START Given data

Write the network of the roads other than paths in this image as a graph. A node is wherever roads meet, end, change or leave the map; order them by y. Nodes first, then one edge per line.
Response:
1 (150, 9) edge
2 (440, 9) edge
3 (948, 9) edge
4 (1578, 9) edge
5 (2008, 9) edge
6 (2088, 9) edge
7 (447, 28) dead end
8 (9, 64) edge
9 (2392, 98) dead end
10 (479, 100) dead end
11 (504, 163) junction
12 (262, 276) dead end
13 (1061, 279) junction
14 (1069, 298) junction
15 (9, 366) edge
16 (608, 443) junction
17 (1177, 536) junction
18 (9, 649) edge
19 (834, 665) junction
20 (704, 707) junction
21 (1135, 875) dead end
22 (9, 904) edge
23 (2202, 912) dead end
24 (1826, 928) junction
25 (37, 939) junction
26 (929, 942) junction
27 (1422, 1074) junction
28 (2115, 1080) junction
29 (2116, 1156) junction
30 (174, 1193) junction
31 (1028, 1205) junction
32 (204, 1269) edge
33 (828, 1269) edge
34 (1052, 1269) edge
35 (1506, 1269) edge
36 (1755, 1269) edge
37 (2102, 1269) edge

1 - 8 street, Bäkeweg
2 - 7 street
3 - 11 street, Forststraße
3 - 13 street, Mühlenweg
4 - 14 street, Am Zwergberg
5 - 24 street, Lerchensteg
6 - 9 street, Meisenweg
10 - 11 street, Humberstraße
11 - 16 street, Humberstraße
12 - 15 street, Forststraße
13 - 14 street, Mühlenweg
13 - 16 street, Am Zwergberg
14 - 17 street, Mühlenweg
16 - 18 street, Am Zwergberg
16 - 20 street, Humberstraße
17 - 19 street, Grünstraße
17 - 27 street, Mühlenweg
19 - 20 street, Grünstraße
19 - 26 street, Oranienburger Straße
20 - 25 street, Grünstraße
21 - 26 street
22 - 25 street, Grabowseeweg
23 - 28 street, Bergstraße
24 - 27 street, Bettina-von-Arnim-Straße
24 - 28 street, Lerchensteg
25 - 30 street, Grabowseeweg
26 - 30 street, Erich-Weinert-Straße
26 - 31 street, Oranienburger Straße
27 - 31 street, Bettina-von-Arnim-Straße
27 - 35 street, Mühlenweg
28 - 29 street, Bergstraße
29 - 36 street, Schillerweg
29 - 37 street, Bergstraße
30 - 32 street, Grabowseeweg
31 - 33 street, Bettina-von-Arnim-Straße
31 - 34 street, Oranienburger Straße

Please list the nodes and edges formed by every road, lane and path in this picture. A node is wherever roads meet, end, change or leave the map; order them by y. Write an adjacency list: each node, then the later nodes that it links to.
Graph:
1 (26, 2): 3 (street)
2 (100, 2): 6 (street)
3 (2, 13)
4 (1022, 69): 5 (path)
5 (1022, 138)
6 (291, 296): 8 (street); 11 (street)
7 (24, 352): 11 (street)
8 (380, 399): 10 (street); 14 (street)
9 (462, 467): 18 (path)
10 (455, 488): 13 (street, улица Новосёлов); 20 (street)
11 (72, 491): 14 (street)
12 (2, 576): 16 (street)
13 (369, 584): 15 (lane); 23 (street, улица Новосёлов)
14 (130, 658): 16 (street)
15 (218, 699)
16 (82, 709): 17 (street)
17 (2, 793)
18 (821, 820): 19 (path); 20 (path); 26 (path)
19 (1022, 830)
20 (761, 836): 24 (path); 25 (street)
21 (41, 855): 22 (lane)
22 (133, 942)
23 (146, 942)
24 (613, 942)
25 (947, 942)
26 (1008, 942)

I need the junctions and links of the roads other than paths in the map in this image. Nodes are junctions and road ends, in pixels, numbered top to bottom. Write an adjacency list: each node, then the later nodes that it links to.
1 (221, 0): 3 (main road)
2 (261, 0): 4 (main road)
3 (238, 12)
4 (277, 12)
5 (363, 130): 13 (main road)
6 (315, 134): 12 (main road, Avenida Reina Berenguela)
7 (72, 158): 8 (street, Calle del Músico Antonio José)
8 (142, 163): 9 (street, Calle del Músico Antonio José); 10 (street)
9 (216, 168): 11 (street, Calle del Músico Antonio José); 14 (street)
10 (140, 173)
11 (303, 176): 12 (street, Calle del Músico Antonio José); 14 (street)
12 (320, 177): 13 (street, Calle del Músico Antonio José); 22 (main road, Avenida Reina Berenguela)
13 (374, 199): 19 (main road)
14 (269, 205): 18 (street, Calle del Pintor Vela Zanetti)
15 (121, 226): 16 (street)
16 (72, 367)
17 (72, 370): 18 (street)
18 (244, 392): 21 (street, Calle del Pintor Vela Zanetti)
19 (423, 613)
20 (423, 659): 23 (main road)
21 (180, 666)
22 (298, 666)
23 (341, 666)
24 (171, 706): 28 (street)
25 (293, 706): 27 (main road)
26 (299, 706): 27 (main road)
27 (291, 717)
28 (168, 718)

END Given data

What the task requires:
Your task is to quote all of the data word for word.

Final answer:
Write the network of the roads other than paths in this image as a graph. A node is wherever roads meet, end, change or leave the map; order them by y. Nodes first, then one edge per line.
Response:
1 (150, 9) edge
2 (440, 9) edge
3 (948, 9) edge
4 (1578, 9) edge
5 (2008, 9) edge
6 (2088, 9) edge
7 (447, 28) dead end
8 (9, 64) edge
9 (2392, 98) dead end
10 (479, 100) dead end
11 (504, 163) junction
12 (262, 276) dead end
13 (1061, 279) junction
14 (1069, 298) junction
15 (9, 366) edge
16 (608, 443) junction
17 (1177, 536) junction
18 (9, 649) edge
19 (834, 665) junction
20 (704, 707) junction
21 (1135, 875) dead end
22 (9, 904) edge
23 (2202, 912) dead end
24 (1826, 928) junction
25 (37, 939) junction
26 (929, 942) junction
27 (1422, 1074) junction
28 (2115, 1080) junction
29 (2116, 1156) junction
30 (174, 1193) junction
31 (1028, 1205) junction
32 (204, 1269) edge
33 (828, 1269) edge
34 (1052, 1269) edge
35 (1506, 1269) edge
36 (1755, 1269) edge
37 (2102, 1269) edge

1 - 8 street, Bäkeweg
2 - 7 street
3 - 11 street, Forststraße
3 - 13 street, Mühlenweg
4 - 14 street, Am Zwergberg
5 - 24 street, Lerchensteg
6 - 9 street, Meisenweg
10 - 11 street, Humberstraße
11 - 16 street, Humberstraße
12 - 15 street, Forststraße
13 - 14 street, Mühlenweg
13 - 16 street, Am Zwergberg
14 - 17 street, Mühlenweg
16 - 18 street, Am Zwergberg
16 - 20 street, Humberstraße
17 - 19 street, Grünstraße
17 - 27 street, Mühlenweg
19 - 20 street, Grünstraße
19 - 26 street, Oranienburger Straße
20 - 25 street, Grünstraße
21 - 26 street
22 - 25 street, Grabowseeweg
23 - 28 street, Bergstraße
24 - 27 street, Bettina-von-Arnim-Straße
24 - 28 street, Lerchensteg
25 - 30 street, Grabowseeweg
26 - 30 street, Erich-Weinert-Straße
26 - 31 street, Oranienburger Straße
27 - 31 street, Bettina-von-Arnim-Straße
27 - 35 street, Mühlenweg
28 - 29 street, Bergstraße
29 - 36 street, Schillerweg
29 - 37 street, Bergstraße
30 - 32 street, Grabowseeweg
31 - 33 street, Bettina-von-Arnim-Straße
31 - 34 street, Oranienburger Straße

Please list the nodes and edges formed by every road, lane and path in this picture. A node is wherever roads meet, end, change or leave the map; order them by y. Write an adjacency list: each node, then the later nodes that it links to.
Graph:
1 (26, 2): 3 (street)
2 (100, 2): 6 (street)
3 (2, 13)
4 (1022, 69): 5 (path)
5 (1022, 138)
6 (291, 296): 8 (street); 11 (street)
7 (24, 352): 11 (street)
8 (380, 399): 10 (street); 14 (street)
9 (462, 467): 18 (path)
10 (455, 488): 13 (street, улица Новосёлов); 20 (street)
11 (72, 491): 14 (street)
12 (2, 576): 16 (street)
13 (369, 584): 15 (lane); 23 (street, улица Новосёлов)
14 (130, 658): 16 (street)
15 (218, 699)
16 (82, 709): 17 (street)
17 (2, 793)
18 (821, 820): 19 (path); 20 (path); 26 (path)
19 (1022, 830)
20 (761, 836): 24 (path); 25 (street)
21 (41, 855): 22 (lane)
22 (133, 942)
23 (146, 942)
24 (613, 942)
25 (947, 942)
26 (1008, 942)

I need the junctions and links of the roads other than paths in the map in this image. Nodes are junctions and road ends, in pixels, numbered top to bottom. Write an adjacency list: each node, then the later nodes that it links to.
1 (221, 0): 3 (main road)
2 (261, 0): 4 (main road)
3 (238, 12)
4 (277, 12)
5 (363, 130): 13 (main road)
6 (315, 134): 12 (main road, Avenida Reina Berenguela)
7 (72, 158): 8 (street, Calle del Músico Antonio José)
8 (142, 163): 9 (street, Calle del Músico Antonio José); 10 (street)
9 (216, 168): 11 (street, Calle del Músico Antonio José); 14 (street)
10 (140, 173)
11 (303, 176): 12 (street, Calle del Músico Antonio José); 14 (street)
12 (320, 177): 13 (street, Calle del Músico Antonio José); 22 (main road, Avenida Reina Berenguela)
13 (374, 199): 19 (main road)
14 (269, 205): 18 (street, Calle del Pintor Vela Zanetti)
15 (121, 226): 16 (street)
16 (72, 367)
17 (72, 370): 18 (street)
18 (244, 392): 21 (street, Calle del Pintor Vela Zanetti)
19 (423, 613)
20 (423, 659): 23 (main road)
21 (180, 666)
22 (298, 666)
23 (341, 666)
24 (171, 706): 28 (street)
25 (293, 706): 27 (main road)
26 (299, 706): 27 (main road)
27 (291, 717)
28 (168, 718)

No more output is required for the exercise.